Yesterday, I talked about the Fielding Bible Awards where a panel of experts selects the best fielders in the game at each position. Today, I'll discuss the Fielding Bible +/- statistic. The leader boards can be found for free at the Fielding Bible site linked above. More players can be found at Bill James Online (a pay site) and more detail will be included in The Fielding Bible, a book which will be published in February, 2009.

Baseball Info Solutions video scouts watch every play of every major league game and record information about location , distance, speed (soft/medium/hard) and type of hit (groundball, liner, flyball, bunt, fliner (somewhere between fly and liner) for each play.

Each type of play (e.g soft hit ground ball hit into the hole between short and third) has a difficulty which is determined by how many times major league fielders convert that play into an out. For example, if that play was made 30% of the time, the a player gets a score of +.70 for making that play. If he doesn't make that play, he gets a -.30. All the scores on all the plays are summed for a player to get his +/- rating.
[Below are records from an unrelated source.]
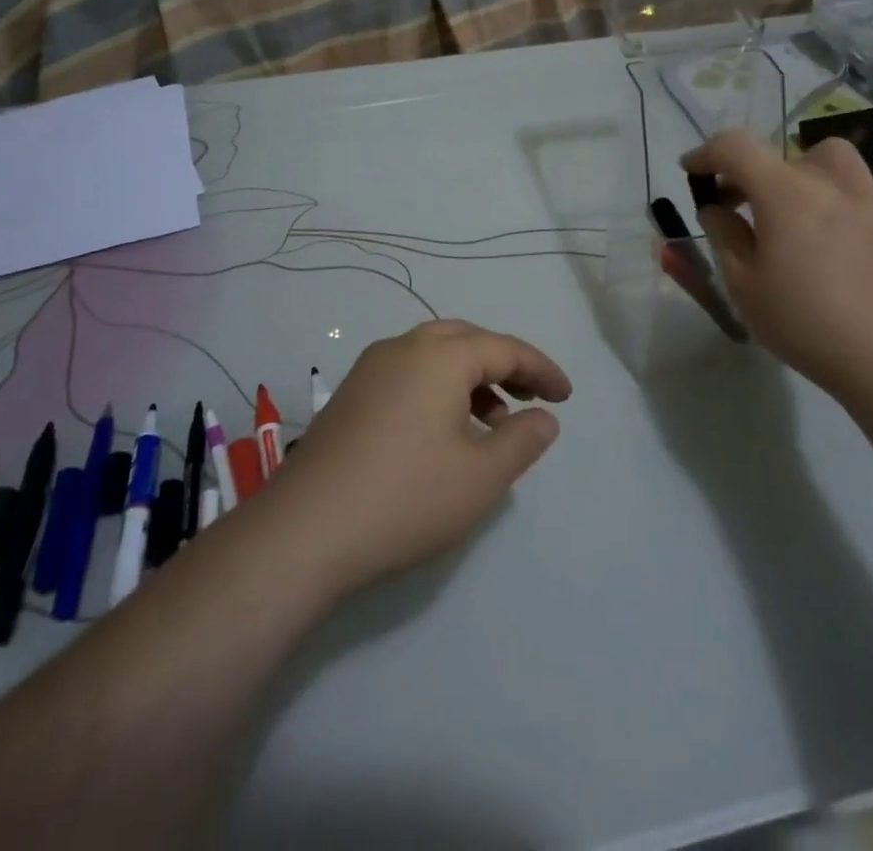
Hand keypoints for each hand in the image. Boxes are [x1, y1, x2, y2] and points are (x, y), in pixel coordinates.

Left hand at [265, 321, 571, 595]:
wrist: (305, 531)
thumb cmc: (406, 497)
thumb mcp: (482, 476)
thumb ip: (523, 440)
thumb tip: (544, 417)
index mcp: (439, 356)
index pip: (504, 348)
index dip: (541, 369)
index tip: (566, 396)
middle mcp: (403, 348)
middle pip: (466, 340)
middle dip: (504, 364)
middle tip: (529, 396)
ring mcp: (370, 369)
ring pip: (433, 356)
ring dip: (470, 378)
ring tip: (492, 421)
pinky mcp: (350, 395)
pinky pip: (408, 374)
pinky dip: (438, 388)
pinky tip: (444, 431)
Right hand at [680, 130, 872, 402]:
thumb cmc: (805, 322)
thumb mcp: (744, 285)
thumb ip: (724, 236)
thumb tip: (715, 209)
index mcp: (786, 193)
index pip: (736, 147)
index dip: (706, 153)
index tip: (691, 171)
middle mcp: (830, 183)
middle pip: (782, 154)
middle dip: (750, 172)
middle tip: (736, 205)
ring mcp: (871, 200)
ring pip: (832, 160)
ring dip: (803, 172)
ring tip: (794, 207)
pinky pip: (867, 191)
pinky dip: (845, 197)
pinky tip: (840, 228)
The rating represents how many plays the player made above or below those an average player at his position would make.

According to this system, The best Tigers fielder in 2008 was Placido Polanco who made 14 plays above what an average second baseman would make. Other Tigers are shown below:

1B. Miguel Cabrera -4
2B. Placido Polanco +14
SS. Edgar Renteria -9
3B. Carlos Guillen -8
RF. Magglio Ordonez -11
CF. Curtis Granderson -12
LF Marcus Thames -13/ Matt Joyce +3

Lots of minuses. This is more evidence that the Tigers need to improve their defense next year.

4 comments:

  1. For me as a casual fan, lousy fielding can be a bit more troubling than lousy hitting or lousy pitching because I think that lousy fielders have a congenital condition that is incurable. At least with hitting and pitching there can be the illusion created that a change in the coaching staff will somehow change a player's approach and bring out that untapped potential. I've never heard of a coach who had a reputation for improving people's fielding.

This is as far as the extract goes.